▸ ASSIGNMENT: Please say how many lines in the records contain the word "linecap", giving only the number.

[Saved data entries]

————

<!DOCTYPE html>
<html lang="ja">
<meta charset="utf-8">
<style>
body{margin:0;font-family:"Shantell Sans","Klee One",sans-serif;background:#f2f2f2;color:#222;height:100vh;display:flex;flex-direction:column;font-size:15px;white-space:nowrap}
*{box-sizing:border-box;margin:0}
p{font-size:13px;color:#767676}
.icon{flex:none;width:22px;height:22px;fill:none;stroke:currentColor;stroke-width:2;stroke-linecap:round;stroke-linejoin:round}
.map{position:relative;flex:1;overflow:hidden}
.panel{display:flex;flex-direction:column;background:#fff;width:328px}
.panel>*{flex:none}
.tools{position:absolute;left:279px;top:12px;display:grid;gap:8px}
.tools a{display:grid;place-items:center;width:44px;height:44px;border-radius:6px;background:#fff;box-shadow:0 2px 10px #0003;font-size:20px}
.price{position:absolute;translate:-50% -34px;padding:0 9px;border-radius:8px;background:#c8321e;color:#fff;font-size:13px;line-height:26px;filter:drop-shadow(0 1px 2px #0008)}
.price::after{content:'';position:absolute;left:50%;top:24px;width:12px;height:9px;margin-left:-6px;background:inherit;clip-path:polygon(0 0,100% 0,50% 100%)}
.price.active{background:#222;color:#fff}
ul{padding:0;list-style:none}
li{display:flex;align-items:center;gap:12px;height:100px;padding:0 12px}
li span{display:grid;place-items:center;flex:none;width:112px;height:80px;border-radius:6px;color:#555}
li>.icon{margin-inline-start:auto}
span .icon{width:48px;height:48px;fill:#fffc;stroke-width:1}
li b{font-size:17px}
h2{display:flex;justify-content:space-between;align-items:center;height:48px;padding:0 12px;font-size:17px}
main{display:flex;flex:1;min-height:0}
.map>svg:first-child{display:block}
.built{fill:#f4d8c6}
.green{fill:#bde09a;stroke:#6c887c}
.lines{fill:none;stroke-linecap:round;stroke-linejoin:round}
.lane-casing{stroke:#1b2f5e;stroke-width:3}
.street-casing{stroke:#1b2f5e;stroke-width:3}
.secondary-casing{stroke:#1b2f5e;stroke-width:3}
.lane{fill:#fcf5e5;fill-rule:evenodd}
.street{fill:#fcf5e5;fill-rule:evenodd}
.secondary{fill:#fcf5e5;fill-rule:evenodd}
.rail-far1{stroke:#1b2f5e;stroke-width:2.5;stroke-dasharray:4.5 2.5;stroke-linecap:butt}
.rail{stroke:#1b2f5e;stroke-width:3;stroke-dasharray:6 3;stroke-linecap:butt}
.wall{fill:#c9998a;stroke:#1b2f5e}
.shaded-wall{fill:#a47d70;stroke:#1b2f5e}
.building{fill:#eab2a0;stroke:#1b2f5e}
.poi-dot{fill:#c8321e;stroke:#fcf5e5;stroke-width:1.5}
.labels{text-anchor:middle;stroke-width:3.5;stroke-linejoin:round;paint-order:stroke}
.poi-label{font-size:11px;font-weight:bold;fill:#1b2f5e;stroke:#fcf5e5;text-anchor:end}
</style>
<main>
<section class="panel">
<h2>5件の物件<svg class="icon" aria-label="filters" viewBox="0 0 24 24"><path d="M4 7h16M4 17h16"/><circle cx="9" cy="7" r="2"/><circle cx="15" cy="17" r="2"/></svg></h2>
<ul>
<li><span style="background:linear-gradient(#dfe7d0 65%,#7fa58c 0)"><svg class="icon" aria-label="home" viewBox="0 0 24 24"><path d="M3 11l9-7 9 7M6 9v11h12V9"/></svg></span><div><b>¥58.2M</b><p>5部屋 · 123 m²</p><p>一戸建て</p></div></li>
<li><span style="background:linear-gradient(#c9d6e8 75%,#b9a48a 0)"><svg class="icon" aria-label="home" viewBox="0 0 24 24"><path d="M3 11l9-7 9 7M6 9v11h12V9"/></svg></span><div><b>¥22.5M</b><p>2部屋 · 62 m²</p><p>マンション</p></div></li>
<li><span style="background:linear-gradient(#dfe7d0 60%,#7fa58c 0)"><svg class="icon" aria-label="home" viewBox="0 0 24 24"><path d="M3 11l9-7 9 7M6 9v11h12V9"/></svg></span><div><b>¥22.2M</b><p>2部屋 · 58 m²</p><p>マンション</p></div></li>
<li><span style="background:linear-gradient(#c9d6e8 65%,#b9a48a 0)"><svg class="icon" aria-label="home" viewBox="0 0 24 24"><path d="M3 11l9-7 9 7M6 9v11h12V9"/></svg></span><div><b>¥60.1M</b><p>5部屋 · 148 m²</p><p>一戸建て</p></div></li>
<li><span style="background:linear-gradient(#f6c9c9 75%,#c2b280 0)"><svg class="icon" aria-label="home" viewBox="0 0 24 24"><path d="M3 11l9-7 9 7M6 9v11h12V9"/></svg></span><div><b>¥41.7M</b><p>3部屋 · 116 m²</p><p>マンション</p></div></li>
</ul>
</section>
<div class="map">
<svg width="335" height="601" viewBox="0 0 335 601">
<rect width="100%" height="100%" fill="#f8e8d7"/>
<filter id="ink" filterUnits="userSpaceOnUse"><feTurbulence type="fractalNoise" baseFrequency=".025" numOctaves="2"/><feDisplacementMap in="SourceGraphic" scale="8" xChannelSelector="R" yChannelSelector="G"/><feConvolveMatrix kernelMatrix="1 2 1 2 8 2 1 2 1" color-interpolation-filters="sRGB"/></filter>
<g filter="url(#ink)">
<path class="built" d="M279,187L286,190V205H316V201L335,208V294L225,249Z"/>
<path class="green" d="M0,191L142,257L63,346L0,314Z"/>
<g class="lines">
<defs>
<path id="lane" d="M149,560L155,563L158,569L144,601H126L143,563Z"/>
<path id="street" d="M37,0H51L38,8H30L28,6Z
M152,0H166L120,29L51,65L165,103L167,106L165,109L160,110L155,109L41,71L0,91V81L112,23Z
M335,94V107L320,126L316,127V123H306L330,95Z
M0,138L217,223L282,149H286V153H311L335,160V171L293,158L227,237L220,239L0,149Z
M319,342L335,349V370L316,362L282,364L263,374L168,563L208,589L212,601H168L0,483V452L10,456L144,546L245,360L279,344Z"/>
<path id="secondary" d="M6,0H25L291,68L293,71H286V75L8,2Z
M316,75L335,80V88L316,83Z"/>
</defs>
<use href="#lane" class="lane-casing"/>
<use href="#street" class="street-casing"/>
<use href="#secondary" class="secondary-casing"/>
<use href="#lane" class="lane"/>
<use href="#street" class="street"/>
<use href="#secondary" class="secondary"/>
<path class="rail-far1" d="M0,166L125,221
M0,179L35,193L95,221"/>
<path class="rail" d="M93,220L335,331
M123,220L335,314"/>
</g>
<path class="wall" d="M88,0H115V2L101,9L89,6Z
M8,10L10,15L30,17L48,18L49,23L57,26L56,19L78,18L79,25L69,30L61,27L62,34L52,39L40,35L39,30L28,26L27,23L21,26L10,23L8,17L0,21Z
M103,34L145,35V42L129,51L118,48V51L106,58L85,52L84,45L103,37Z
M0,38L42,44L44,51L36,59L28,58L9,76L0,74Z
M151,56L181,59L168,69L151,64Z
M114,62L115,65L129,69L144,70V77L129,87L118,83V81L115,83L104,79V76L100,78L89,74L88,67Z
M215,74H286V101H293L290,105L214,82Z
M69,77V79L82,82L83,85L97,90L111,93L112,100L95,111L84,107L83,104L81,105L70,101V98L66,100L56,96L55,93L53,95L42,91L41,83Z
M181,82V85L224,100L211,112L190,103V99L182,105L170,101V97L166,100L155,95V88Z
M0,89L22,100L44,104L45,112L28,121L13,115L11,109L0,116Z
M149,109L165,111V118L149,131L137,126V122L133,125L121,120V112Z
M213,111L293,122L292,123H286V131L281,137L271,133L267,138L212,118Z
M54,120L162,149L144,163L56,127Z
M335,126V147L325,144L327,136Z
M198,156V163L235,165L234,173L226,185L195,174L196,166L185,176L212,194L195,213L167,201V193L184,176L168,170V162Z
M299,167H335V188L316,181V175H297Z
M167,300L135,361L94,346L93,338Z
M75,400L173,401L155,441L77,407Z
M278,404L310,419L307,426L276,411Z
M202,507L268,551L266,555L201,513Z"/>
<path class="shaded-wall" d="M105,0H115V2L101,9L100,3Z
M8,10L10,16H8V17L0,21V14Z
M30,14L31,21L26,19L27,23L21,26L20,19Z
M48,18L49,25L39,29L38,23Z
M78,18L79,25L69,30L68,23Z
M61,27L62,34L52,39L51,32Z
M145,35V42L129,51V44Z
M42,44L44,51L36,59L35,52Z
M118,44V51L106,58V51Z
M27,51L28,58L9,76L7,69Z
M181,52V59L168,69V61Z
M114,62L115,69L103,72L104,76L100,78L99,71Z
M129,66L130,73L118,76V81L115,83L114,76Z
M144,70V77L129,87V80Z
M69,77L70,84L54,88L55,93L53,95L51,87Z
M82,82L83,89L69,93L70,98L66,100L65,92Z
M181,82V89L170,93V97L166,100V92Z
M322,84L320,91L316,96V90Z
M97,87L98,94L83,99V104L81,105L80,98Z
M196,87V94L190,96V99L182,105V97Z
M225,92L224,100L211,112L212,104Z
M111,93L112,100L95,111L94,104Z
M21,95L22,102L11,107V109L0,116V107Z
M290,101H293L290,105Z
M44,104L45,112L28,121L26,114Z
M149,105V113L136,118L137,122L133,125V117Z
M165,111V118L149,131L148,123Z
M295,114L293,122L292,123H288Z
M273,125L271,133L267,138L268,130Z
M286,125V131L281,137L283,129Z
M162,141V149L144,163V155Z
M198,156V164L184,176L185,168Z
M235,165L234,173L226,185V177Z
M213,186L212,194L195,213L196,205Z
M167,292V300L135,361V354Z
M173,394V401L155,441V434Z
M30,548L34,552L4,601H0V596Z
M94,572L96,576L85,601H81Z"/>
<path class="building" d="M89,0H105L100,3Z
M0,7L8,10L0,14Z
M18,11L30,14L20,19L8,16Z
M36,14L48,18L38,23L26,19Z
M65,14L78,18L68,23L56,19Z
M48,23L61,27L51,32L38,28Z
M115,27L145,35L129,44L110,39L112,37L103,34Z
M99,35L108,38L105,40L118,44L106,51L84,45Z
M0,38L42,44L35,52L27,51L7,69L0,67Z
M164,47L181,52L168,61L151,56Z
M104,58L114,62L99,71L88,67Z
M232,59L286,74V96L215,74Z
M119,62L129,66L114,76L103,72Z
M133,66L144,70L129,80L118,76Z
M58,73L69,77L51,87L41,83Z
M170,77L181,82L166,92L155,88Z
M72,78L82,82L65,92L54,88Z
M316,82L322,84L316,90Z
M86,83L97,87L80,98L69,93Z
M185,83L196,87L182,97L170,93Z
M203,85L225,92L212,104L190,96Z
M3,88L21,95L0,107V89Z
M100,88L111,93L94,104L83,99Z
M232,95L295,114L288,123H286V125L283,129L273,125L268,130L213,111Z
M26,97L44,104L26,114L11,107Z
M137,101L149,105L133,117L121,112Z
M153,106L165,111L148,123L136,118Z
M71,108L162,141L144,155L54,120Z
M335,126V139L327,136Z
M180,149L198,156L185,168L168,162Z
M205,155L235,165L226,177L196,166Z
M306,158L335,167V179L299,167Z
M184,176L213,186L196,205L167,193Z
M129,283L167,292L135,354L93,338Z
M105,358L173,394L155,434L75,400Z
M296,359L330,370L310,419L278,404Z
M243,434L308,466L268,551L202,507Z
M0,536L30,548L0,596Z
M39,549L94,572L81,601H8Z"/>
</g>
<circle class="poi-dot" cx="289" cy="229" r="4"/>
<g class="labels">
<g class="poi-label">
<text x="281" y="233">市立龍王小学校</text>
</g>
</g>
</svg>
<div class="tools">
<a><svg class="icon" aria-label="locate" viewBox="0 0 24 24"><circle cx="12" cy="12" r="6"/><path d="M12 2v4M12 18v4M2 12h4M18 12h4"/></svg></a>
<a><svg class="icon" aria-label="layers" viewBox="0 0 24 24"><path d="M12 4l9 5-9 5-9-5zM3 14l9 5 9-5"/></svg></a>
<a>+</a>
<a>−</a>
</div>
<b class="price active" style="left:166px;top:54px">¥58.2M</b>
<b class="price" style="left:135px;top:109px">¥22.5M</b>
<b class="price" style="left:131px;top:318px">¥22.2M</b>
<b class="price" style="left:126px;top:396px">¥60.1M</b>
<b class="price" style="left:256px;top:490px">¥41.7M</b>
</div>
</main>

————

▸ OUTPUT BELOW: 4